Data to process:
******************************

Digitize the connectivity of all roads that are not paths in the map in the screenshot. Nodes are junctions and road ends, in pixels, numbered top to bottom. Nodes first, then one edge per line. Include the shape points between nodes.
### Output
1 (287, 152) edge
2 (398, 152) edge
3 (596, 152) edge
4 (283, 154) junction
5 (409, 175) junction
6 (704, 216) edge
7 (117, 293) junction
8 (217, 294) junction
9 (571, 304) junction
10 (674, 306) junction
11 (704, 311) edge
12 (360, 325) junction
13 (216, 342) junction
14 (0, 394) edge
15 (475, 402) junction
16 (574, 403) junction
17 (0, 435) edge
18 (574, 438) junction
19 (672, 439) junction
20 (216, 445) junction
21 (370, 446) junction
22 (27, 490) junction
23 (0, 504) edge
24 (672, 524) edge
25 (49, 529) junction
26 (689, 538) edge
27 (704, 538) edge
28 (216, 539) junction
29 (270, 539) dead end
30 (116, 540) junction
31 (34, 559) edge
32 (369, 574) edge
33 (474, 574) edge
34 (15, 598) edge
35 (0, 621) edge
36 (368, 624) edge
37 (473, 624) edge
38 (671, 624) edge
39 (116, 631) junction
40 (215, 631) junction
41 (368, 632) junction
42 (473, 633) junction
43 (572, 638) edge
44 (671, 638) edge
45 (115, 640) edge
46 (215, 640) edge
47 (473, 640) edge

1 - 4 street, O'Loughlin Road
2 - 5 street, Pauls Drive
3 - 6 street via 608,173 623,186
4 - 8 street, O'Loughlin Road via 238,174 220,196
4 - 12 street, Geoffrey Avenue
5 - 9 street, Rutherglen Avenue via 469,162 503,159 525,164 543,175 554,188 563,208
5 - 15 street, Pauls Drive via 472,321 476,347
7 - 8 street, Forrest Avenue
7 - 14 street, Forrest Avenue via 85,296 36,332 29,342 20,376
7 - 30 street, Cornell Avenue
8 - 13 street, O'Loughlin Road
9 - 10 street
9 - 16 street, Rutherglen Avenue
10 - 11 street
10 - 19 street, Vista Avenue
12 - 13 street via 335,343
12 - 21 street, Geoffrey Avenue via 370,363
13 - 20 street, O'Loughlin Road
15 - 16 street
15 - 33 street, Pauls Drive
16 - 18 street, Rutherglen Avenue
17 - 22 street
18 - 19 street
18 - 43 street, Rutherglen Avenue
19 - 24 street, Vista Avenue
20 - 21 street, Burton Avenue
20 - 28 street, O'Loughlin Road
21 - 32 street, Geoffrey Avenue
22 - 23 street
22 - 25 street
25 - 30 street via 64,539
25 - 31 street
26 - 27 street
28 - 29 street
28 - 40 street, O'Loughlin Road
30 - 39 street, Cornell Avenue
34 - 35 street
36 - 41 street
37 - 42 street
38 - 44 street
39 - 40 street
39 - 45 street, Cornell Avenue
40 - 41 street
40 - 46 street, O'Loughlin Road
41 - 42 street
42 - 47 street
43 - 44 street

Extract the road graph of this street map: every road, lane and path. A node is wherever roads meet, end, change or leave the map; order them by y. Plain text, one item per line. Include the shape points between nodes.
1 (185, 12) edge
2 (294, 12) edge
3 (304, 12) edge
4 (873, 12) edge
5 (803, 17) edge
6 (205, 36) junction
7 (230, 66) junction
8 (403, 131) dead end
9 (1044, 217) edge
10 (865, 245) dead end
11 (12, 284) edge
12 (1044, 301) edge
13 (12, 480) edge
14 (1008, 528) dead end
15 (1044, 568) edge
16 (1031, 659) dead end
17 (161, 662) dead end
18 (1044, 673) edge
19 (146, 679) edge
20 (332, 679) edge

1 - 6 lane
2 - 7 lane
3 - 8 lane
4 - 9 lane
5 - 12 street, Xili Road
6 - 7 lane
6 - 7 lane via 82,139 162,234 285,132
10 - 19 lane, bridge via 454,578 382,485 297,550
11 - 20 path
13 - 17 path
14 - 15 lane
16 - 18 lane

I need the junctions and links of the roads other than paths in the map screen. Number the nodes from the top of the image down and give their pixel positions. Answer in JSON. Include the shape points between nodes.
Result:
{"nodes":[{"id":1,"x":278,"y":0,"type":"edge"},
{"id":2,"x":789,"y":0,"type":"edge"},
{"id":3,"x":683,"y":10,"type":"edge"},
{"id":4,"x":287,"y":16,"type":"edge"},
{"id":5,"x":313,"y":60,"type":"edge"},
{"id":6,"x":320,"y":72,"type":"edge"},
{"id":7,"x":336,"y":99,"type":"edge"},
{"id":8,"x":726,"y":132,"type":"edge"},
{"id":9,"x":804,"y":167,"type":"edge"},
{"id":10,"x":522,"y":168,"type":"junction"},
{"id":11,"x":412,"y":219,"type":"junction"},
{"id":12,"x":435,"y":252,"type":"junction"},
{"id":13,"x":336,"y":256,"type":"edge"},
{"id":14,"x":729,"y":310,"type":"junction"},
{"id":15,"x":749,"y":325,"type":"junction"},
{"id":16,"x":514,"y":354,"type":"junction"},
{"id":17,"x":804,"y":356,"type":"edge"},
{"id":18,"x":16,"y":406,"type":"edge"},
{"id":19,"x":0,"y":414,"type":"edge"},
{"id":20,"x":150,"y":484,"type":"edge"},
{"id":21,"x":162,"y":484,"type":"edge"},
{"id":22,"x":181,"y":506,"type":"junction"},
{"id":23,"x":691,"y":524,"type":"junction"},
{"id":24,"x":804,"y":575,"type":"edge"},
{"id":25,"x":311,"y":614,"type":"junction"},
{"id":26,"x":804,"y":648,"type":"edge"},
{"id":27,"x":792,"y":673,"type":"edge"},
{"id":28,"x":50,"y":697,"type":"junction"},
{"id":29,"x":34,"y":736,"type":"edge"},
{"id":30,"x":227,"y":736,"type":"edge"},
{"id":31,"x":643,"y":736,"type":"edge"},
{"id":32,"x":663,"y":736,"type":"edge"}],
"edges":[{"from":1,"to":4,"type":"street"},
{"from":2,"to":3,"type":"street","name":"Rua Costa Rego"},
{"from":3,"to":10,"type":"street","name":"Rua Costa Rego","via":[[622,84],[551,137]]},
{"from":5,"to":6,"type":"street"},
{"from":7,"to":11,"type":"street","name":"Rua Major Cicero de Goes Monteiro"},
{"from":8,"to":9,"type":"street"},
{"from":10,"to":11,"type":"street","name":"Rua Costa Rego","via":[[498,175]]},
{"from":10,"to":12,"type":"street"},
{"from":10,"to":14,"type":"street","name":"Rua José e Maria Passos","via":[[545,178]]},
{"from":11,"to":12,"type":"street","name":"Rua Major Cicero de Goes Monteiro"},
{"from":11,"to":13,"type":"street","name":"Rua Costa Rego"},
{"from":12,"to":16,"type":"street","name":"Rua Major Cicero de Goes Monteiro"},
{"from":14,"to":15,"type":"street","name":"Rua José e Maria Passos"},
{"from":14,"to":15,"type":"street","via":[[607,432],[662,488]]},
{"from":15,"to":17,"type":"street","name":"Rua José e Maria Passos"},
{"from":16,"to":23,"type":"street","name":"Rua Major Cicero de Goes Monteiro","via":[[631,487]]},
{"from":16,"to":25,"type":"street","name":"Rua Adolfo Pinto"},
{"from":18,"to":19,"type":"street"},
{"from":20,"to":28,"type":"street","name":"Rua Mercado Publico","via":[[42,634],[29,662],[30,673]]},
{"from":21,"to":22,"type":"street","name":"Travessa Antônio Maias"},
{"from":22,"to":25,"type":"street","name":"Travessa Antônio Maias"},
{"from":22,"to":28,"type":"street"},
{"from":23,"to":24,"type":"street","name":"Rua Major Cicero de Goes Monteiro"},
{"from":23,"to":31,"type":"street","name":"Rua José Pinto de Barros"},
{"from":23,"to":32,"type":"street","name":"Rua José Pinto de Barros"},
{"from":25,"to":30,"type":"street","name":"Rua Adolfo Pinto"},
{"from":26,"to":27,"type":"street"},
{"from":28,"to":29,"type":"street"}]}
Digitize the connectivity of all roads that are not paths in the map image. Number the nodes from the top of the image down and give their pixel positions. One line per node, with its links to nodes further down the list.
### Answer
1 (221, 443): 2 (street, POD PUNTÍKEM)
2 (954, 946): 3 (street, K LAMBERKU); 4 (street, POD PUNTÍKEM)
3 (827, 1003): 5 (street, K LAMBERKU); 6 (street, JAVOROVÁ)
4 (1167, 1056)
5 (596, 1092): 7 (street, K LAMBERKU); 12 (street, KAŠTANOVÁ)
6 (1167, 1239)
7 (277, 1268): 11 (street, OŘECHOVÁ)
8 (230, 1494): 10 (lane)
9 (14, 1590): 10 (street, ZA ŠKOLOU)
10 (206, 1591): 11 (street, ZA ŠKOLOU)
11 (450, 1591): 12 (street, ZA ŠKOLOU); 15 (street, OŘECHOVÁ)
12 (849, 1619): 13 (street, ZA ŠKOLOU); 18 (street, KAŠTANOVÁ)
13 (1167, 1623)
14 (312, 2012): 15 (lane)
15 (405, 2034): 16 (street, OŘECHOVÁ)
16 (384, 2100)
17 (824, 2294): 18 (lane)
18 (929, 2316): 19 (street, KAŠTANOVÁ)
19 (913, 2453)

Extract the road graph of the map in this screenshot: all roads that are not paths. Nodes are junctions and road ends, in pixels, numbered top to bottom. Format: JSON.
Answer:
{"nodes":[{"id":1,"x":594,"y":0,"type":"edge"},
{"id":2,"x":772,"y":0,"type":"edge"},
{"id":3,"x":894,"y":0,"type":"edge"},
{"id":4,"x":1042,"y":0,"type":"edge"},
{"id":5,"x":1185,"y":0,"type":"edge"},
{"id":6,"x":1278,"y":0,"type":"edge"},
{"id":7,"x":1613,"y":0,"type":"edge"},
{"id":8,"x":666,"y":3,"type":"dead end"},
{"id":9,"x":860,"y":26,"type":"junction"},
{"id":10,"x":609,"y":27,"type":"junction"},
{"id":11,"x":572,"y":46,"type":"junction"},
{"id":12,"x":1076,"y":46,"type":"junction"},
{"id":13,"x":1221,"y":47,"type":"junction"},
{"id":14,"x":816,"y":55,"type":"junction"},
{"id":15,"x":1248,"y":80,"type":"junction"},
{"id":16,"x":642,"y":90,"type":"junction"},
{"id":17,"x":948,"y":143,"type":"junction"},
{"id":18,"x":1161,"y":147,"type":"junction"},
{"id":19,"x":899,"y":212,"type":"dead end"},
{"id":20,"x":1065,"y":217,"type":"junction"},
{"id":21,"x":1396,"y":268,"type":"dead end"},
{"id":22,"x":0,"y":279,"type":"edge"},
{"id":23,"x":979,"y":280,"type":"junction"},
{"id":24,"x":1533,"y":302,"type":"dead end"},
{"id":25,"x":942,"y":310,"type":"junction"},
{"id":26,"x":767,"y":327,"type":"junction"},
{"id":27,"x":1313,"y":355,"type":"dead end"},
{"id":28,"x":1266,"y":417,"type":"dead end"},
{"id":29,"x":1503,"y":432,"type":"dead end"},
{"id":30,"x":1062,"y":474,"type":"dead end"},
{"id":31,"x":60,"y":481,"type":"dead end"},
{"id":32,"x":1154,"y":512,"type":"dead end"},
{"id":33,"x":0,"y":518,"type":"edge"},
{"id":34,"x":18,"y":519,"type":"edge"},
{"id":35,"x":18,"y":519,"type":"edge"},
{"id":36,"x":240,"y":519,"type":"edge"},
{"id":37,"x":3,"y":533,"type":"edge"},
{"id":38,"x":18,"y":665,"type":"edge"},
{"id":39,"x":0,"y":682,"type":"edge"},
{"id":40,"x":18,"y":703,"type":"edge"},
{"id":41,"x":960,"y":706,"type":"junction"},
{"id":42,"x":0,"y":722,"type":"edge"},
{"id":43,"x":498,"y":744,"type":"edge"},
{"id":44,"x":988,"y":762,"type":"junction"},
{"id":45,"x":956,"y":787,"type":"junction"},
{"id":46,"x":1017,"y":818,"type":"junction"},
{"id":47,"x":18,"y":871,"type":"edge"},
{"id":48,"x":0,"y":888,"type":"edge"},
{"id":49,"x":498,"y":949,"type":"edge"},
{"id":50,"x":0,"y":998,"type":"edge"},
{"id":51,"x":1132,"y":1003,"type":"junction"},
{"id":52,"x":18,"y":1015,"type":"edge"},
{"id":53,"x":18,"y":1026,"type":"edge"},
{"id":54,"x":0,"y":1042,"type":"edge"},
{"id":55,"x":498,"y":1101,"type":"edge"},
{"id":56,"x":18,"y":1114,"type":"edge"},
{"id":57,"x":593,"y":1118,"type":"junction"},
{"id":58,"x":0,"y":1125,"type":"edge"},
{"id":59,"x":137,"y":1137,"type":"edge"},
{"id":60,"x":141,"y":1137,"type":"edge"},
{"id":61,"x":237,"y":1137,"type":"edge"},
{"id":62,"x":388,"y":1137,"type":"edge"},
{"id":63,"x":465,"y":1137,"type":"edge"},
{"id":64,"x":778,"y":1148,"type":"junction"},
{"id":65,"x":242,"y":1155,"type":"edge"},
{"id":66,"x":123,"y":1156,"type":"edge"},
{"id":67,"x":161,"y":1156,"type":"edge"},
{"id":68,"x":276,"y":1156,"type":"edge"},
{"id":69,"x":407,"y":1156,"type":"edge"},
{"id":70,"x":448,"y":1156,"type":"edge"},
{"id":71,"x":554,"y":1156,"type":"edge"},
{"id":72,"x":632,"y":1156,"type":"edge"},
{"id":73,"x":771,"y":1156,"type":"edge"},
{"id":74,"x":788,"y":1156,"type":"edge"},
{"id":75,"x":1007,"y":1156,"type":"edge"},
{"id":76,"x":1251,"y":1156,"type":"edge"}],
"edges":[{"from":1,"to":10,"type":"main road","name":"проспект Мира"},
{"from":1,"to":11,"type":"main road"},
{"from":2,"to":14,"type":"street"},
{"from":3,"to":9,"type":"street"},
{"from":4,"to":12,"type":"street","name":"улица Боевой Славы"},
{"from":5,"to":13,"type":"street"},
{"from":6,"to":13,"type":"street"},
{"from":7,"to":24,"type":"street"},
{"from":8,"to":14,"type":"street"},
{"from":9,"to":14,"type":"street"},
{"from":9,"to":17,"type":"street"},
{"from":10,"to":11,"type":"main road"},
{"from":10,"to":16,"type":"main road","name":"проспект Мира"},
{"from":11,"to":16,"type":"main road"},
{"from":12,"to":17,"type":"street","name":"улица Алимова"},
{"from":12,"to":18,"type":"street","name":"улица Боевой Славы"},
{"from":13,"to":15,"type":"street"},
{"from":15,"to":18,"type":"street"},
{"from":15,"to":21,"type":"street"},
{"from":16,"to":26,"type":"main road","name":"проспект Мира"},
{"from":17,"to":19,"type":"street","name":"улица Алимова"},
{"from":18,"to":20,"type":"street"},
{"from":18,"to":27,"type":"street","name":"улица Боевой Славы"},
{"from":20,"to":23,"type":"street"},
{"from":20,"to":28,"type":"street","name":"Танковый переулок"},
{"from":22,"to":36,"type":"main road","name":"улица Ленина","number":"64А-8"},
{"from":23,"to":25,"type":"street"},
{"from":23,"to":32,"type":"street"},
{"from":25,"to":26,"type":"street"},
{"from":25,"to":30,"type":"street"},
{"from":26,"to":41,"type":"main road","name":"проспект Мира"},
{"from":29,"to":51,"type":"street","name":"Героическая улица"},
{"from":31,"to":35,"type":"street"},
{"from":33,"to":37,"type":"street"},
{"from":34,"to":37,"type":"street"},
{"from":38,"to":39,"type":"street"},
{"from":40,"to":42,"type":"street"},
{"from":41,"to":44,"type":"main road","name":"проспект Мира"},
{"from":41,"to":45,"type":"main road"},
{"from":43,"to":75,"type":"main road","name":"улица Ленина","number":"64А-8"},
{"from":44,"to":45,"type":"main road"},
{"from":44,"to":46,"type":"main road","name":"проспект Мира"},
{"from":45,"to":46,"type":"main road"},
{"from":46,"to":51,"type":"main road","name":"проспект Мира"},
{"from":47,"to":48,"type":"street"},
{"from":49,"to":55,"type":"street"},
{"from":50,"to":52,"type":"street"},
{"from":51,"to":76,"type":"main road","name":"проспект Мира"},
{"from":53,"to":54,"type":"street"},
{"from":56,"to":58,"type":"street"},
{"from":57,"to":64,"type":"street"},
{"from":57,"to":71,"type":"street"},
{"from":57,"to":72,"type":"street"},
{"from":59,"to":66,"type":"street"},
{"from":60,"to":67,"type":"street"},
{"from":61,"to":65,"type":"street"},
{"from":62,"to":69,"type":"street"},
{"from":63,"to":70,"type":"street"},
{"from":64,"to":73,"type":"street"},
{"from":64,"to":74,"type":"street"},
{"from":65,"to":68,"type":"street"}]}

******************************

Task goal: On how many lines of the data does the word "bottom" appear? Only the number is wanted.

Solution to the problem: 2